Given an array a that contains only numbers in the range from 1 to a.length, find the first duplicate number for which the second occurrence has the minimal index. In other words, if there are more than 1 duplicated numbers, return the number for which the second occurrence has a smaller index than the second occurrence of the other number does. If there are no such elements, return -1.

Answer:

def firstDuplicate(a):
    oldies={}
    notfound=True
    for i in range(len(a)):
        try:
            if oldies[a[i]]==a[i]:
                notfound=False
                return a[i]     
        except:
            oldies[a[i]]=a[i]
    if notfound:
        return -1

So the function creates an empty dict, oldies. But then within the for loop, I don't understand how this line works:

if oldies[a[i]]==a[i]:

To me it appears that the == operator compares the indexed values of an empty dict, "oldies," to the argument that would be a list like this, for example:

a = [2, 4, 1, 3, 4, 5, 1, 5, 7, 8, 2, 4,]

But obviously "oldies" is not empty when this comparison is done. What's going on here?

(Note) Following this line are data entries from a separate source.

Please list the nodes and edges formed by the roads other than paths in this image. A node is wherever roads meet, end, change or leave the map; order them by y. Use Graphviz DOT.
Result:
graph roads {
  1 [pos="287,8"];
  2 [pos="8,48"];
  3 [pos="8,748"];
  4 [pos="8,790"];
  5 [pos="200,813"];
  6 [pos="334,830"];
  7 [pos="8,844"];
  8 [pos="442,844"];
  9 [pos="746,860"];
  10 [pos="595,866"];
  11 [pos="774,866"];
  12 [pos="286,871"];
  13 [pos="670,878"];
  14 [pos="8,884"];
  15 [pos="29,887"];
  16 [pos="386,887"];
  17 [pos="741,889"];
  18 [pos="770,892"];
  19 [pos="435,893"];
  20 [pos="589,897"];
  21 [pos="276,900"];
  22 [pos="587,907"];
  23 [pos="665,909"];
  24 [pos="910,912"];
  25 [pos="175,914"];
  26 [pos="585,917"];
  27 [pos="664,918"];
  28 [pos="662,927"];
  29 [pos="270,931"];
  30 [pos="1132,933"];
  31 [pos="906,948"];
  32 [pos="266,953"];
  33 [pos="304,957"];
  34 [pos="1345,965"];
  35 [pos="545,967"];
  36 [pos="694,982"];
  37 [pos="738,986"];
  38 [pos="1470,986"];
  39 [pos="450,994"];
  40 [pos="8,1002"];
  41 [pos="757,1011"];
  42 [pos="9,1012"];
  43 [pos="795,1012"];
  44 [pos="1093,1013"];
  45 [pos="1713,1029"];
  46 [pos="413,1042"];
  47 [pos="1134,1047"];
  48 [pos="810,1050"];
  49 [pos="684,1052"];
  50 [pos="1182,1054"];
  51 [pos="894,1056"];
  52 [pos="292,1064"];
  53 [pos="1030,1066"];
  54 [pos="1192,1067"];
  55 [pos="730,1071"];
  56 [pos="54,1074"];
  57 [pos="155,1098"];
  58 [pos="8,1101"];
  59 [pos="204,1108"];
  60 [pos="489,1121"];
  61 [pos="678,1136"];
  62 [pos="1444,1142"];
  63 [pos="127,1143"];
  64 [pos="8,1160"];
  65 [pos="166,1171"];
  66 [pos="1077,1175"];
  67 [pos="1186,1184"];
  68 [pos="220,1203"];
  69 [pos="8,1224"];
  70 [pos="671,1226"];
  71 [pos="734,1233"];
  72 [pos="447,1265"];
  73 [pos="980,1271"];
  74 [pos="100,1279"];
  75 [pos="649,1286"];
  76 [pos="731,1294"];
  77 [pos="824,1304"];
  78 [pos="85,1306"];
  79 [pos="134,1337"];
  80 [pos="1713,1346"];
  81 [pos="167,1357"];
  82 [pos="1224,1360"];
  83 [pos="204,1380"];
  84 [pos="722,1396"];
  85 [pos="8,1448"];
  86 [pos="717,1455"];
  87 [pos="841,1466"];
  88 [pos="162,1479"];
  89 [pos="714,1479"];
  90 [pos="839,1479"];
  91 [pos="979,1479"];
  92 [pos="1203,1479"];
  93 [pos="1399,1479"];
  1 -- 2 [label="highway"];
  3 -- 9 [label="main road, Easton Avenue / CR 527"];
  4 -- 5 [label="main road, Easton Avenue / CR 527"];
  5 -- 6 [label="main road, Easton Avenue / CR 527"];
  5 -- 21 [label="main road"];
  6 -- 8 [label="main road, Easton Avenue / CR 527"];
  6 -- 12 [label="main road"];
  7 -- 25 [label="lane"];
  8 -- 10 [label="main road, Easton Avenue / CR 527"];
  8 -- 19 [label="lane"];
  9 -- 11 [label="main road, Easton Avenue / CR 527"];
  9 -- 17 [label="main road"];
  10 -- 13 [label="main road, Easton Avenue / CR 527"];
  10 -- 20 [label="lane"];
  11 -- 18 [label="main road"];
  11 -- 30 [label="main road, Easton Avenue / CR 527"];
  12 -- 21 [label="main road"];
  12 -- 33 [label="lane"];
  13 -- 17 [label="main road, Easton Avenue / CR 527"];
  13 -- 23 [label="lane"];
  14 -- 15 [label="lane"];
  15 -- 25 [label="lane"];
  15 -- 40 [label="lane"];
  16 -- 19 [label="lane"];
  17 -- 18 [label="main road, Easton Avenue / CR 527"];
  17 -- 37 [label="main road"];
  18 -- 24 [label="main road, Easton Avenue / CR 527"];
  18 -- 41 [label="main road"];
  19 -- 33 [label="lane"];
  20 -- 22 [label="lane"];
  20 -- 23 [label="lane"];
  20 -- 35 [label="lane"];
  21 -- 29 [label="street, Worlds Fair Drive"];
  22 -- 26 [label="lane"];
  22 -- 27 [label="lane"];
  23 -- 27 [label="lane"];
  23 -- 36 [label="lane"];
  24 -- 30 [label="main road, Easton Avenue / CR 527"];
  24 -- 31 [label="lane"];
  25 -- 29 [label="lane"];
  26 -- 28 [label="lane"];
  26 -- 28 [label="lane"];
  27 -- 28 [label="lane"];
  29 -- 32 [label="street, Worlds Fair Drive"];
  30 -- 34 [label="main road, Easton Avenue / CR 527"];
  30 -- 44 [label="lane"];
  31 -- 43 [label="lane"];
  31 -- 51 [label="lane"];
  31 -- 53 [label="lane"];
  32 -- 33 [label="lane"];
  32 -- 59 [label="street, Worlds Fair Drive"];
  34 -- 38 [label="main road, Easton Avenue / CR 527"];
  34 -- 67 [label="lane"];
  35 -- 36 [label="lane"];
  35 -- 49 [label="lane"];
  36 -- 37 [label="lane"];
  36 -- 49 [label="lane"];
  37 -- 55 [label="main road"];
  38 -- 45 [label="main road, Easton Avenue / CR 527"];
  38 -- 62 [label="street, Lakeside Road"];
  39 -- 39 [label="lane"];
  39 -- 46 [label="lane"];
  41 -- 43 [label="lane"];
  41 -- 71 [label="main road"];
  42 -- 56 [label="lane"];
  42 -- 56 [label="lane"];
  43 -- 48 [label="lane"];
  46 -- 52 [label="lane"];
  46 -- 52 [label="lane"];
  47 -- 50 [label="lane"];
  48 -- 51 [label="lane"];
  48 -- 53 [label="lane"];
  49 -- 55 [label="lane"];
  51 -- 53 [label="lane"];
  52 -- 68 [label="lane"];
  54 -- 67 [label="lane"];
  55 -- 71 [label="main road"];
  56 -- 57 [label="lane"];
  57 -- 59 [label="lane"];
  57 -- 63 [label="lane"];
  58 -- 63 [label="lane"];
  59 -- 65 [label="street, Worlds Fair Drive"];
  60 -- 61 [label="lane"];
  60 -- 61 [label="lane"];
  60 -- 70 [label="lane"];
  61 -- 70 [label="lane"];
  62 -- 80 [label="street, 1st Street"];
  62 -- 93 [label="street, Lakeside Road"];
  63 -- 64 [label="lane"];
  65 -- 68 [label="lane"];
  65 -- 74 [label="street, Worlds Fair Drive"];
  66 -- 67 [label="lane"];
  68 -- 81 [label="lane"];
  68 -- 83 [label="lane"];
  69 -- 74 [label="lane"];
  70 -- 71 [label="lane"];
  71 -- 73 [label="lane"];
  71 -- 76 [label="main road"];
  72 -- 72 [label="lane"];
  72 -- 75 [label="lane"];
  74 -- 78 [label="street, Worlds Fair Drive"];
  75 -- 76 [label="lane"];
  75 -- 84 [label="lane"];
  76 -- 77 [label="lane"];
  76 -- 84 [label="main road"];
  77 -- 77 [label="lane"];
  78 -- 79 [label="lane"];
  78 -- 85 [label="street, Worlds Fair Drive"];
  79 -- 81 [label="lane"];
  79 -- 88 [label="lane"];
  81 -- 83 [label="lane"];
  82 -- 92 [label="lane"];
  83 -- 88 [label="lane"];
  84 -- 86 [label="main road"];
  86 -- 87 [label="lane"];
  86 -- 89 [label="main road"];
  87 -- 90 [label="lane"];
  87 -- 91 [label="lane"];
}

I'm going to break down that answer and explain a number of the issues with it.

Explanation

Firstly, the function creates an empty dict and a boolean. Then it iterates through a range from 0 to n , which represents the length of the input list. From there it will try to compare the value at index i in the list with a value from the dictionary, which is initially empty. Since there is no proper key in the dictionary, it will throw an KeyError . This will be caught by the except statement and add to dictionary. If the first value in the input list is 'a' , then the dict will now look like {'a': 'a'} . Assuming that 'a' appears later in the list, it will eventually catch find and return that value. If it finds no duplicates, it returns -1 .

Issues

  1. It is not necessary to iterate over a range to iterate over a list. Iterating over the list directly will not require checking it's length or creating a range object, so it will likely be more performant.
  2. Creating the boolean at the beginning and using it at the end is redundant because any call to return will exit the function immediately. Therefore, if a duplicate is found the return in the if block will exit and nothing after the loop will be called.
  3. Using a dictionary is a bad choice of structure. There is more overhead space because it needs to maintain keys, values, and their relationships. Something like a set, or even a list would be a much better choice.
  4. Assuming we change oldies to be a set and are iterating over the list directly, the whole conditional block in that code could be reduced to a simple in statement. This also eliminates the final conditional, as mentioned above, by proper use of return.
  5. Even though I'm advising not to use it in this case, the except block should catch explicit exceptions instead of a general catchall. Something like except KeyError: should have been used.

The end result would look something like:

def firstDuplicate(a):
    oldies = set()

    for i in a:
        if i in oldies:
            return i
        else:
            oldies.add(i)
    return -1


print(firstDuplicate(['a', 'b', 'c', 'b', 'a', 'c']))

Result: b

There may be some even better solutions out there using itertools or some other package.